→ TASK GOAL:
Work out the number of lines in the records that include the word "dead"; reply with that number alone.

→ MATERIAL SUPPLIED:
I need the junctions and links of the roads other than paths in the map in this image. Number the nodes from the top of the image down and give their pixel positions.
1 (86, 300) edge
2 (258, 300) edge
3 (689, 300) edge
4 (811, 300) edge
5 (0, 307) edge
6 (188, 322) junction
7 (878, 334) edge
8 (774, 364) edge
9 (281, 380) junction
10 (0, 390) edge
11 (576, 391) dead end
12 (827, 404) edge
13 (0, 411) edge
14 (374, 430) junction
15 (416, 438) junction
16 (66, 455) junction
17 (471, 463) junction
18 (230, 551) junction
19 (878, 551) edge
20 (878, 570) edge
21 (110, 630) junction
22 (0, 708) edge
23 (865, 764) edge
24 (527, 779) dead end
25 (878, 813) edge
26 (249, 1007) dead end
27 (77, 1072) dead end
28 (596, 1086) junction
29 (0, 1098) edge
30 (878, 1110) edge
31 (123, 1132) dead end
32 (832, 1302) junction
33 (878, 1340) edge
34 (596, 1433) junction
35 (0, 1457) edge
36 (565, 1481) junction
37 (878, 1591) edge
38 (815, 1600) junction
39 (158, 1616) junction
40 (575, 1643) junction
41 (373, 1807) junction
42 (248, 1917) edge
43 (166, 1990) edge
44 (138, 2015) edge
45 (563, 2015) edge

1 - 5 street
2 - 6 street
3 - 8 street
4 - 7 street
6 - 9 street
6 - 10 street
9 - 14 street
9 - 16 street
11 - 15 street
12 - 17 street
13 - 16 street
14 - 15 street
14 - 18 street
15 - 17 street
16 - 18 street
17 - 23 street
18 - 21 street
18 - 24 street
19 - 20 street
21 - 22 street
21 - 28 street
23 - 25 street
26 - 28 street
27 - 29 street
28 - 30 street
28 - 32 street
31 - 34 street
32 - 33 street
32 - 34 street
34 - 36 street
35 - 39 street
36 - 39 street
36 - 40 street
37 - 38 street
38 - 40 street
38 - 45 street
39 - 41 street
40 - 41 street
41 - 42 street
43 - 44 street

→ WRITTEN ANSWER:
5